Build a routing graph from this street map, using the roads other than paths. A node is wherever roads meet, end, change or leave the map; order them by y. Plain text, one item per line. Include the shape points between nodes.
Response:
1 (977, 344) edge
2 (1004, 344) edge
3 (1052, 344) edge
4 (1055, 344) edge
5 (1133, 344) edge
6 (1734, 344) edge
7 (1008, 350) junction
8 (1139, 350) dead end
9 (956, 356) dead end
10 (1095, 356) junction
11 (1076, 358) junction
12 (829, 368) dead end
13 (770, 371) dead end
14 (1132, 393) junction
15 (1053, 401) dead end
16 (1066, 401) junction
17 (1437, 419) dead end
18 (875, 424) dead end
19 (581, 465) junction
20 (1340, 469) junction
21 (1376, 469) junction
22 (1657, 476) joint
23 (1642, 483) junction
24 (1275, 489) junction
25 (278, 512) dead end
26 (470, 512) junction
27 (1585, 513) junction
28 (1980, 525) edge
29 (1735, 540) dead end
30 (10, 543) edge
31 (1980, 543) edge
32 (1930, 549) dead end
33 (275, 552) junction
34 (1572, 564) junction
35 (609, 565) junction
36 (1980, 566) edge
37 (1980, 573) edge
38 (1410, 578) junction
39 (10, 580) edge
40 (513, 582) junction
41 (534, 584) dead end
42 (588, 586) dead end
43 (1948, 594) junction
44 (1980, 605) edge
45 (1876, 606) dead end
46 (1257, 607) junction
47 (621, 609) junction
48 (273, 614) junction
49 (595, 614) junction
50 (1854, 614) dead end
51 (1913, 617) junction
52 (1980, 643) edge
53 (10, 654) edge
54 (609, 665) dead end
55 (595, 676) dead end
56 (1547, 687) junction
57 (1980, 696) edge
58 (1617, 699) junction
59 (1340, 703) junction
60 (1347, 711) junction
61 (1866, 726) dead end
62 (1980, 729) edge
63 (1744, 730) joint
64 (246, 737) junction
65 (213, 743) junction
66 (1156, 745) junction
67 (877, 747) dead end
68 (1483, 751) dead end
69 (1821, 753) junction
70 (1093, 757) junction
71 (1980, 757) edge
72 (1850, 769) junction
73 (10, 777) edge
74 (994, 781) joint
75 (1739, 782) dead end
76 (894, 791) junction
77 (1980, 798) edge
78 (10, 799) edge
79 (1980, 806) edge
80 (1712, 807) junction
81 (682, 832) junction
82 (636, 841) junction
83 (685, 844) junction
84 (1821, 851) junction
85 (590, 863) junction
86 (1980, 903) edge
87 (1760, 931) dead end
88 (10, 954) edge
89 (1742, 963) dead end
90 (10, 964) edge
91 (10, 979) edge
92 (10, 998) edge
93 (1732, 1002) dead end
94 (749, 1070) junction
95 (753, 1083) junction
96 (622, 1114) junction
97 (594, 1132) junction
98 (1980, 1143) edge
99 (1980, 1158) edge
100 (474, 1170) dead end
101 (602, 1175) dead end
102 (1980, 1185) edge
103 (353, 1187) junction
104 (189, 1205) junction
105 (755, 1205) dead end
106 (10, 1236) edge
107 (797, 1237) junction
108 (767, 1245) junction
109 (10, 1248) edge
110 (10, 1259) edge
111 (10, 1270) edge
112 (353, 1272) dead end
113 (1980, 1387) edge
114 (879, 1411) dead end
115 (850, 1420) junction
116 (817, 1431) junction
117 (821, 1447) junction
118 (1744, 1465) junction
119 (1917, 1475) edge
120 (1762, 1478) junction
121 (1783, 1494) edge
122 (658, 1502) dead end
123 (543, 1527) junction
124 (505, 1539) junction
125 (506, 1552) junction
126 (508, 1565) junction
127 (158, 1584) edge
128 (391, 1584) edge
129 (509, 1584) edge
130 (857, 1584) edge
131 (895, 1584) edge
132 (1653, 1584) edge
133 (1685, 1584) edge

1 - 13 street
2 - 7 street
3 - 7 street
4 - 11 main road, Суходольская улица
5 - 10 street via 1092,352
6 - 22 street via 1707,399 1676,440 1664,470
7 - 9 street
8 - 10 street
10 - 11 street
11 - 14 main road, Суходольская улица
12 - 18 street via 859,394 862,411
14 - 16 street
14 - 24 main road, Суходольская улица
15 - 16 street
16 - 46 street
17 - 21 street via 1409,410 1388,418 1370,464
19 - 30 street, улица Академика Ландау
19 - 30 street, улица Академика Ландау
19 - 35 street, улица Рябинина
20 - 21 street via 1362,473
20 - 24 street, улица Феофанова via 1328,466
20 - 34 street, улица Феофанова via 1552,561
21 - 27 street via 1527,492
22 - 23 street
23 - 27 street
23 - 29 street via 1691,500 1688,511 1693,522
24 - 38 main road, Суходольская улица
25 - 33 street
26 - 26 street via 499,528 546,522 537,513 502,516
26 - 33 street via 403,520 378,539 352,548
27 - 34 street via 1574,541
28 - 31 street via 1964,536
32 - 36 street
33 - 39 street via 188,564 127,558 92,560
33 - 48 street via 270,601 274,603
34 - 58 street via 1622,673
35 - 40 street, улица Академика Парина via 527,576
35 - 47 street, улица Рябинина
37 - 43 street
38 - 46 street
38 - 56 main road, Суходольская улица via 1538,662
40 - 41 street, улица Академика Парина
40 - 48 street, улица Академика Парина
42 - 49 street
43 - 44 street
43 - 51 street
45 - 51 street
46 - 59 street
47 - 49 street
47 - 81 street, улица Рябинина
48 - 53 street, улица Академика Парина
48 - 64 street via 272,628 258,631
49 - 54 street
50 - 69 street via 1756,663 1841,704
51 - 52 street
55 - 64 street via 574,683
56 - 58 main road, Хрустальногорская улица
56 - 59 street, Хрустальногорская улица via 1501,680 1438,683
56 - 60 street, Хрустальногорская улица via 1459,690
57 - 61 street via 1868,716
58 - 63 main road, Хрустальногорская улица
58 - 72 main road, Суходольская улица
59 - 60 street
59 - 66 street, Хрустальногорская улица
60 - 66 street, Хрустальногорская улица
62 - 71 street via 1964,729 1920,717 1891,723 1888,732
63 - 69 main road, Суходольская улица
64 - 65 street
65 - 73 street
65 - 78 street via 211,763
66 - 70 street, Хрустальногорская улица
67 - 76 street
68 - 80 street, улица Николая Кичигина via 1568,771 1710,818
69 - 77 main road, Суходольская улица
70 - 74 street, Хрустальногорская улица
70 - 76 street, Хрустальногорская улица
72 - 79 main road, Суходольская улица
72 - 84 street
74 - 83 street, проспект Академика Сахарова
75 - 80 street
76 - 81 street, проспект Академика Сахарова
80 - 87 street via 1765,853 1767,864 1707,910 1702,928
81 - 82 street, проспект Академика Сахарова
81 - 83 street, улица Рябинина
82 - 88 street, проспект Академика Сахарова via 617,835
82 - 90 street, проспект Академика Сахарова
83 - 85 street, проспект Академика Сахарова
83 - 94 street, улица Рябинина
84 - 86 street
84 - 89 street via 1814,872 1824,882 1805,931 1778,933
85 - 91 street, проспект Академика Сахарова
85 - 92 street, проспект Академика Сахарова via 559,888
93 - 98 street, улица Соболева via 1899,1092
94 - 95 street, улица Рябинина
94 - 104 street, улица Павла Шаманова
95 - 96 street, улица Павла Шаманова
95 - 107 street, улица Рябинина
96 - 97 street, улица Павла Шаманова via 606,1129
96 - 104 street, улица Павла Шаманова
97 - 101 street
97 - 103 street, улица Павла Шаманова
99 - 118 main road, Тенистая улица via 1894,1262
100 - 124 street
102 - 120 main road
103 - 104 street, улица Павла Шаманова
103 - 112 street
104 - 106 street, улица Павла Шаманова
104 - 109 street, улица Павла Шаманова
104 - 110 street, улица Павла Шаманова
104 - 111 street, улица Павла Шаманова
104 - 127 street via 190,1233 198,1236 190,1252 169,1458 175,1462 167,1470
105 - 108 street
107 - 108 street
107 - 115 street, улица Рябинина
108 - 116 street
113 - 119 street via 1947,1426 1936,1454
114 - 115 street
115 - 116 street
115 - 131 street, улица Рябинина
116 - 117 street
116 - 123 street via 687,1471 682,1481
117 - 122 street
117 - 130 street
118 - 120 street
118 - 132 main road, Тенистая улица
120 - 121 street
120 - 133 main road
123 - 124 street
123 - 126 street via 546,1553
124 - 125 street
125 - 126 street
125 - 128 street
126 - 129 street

* * * *

Description of the task
Filter the entries and copy out every line with the word "Феофанова".

Reply
20 - 24 street, улица Феофанова via 1328,466
20 - 34 street, улица Феофанова via 1552,561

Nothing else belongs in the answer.